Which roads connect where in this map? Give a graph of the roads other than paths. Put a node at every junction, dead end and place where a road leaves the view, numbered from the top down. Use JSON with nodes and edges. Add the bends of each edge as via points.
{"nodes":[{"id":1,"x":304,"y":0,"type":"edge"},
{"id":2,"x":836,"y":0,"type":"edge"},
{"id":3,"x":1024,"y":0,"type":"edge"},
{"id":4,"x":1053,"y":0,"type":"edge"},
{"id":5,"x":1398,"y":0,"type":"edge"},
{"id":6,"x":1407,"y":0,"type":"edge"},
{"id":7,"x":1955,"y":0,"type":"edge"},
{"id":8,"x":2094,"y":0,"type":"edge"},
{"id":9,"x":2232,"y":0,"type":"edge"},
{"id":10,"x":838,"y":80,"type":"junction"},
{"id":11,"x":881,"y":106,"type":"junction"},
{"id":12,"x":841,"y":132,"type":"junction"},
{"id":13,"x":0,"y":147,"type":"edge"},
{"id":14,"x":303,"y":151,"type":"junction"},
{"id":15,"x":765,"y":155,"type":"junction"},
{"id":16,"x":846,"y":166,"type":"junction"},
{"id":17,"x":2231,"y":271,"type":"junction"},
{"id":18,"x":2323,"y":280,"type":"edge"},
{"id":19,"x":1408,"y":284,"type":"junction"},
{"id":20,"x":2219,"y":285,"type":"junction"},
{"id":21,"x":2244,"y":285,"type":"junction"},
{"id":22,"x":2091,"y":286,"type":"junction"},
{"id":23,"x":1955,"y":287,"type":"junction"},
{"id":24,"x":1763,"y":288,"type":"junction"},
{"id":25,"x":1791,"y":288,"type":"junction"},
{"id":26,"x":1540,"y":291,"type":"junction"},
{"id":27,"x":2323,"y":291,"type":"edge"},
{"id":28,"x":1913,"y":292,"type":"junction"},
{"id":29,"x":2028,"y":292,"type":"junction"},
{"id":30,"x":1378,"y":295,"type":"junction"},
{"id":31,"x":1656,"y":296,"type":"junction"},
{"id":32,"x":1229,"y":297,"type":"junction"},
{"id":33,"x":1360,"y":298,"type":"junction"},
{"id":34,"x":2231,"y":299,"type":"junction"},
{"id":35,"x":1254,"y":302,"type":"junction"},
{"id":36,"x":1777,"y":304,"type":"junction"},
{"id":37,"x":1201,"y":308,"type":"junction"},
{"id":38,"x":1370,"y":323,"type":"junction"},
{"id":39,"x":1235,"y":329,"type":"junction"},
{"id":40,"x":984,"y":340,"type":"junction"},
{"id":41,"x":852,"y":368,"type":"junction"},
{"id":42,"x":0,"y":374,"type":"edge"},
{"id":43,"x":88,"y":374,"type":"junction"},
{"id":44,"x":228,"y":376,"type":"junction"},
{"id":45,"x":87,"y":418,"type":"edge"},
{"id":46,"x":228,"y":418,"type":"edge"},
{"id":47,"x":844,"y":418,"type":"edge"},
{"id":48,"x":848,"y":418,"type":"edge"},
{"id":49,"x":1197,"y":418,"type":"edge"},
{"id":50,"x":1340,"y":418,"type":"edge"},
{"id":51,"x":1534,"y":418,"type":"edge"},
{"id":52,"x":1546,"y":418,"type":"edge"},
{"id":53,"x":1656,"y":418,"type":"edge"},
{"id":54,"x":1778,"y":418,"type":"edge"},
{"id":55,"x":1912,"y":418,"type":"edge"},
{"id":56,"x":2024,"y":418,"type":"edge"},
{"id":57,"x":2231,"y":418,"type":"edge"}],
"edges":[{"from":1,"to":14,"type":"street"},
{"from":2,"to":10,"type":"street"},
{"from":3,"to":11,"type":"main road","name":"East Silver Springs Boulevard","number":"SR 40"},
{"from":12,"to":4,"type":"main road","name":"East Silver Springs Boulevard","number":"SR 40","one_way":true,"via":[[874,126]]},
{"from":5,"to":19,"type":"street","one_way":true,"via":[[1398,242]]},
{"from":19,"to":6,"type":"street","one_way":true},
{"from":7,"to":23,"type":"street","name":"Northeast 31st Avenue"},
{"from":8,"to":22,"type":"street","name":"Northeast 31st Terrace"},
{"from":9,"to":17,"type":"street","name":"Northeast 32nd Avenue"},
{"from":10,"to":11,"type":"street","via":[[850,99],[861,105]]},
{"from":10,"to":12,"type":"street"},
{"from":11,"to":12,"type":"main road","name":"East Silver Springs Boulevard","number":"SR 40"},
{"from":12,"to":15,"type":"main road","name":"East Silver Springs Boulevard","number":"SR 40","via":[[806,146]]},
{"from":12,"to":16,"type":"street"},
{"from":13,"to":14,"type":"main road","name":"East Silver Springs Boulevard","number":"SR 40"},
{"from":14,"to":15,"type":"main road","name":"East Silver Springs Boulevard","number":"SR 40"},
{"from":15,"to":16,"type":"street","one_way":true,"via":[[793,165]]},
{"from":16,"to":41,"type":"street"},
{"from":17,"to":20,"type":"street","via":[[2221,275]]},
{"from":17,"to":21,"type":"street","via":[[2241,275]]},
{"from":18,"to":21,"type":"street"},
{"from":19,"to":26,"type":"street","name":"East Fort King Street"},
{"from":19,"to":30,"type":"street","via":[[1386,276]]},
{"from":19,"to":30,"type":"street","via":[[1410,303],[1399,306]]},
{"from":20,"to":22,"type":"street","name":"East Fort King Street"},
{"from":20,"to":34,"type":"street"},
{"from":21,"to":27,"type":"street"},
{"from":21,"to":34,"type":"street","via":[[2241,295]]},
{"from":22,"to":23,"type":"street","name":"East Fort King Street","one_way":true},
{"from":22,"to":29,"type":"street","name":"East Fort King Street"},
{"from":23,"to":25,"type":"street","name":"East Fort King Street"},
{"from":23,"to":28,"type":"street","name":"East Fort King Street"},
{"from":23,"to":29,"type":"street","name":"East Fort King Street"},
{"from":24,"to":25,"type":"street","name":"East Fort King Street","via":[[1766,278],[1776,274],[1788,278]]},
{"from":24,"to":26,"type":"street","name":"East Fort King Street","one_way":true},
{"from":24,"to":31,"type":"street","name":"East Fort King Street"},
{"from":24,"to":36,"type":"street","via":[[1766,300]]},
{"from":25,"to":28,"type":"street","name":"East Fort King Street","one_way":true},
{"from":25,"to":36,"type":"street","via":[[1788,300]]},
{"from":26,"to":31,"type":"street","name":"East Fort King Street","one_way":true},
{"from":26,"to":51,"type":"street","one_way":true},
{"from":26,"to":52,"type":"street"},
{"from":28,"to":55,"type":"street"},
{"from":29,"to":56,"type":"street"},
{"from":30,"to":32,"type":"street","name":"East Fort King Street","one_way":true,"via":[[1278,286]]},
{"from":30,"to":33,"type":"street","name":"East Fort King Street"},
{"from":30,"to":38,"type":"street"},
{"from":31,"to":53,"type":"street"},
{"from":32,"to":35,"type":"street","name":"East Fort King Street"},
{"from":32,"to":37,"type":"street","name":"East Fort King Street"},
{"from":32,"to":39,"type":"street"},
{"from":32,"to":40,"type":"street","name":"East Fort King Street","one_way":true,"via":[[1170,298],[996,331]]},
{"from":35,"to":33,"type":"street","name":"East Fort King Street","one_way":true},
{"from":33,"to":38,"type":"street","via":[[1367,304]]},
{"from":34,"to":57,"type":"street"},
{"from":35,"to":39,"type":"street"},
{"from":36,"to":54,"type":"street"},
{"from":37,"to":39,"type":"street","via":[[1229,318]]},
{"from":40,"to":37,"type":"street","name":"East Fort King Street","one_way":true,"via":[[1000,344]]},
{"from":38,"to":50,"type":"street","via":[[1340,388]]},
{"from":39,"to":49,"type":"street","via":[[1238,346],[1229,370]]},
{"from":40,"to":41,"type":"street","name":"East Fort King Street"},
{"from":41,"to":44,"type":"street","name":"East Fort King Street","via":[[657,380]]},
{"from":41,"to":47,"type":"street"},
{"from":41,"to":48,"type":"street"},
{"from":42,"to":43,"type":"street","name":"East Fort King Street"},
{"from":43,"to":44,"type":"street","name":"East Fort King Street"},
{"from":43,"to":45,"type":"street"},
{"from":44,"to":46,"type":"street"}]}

========================================================================

• WHAT THIS TASK INVOLVES
The answer must be every line of the data that contains the word "main".

• SOLUTION
{"from":3,"to":11,"type":"main road","name":"East Silver Springs Boulevard","number":"SR 40"},
{"from":12,"to":4,"type":"main road","name":"East Silver Springs Boulevard","number":"SR 40","one_way":true,"via":[[874,126]]},
{"from":11,"to":12,"type":"main road","name":"East Silver Springs Boulevard","number":"SR 40"},
{"from":12,"to":15,"type":"main road","name":"East Silver Springs Boulevard","number":"SR 40","via":[[806,146]]},
{"from":13,"to":14,"type":"main road","name":"East Silver Springs Boulevard","number":"SR 40"},
{"from":14,"to":15,"type":"main road","name":"East Silver Springs Boulevard","number":"SR 40"},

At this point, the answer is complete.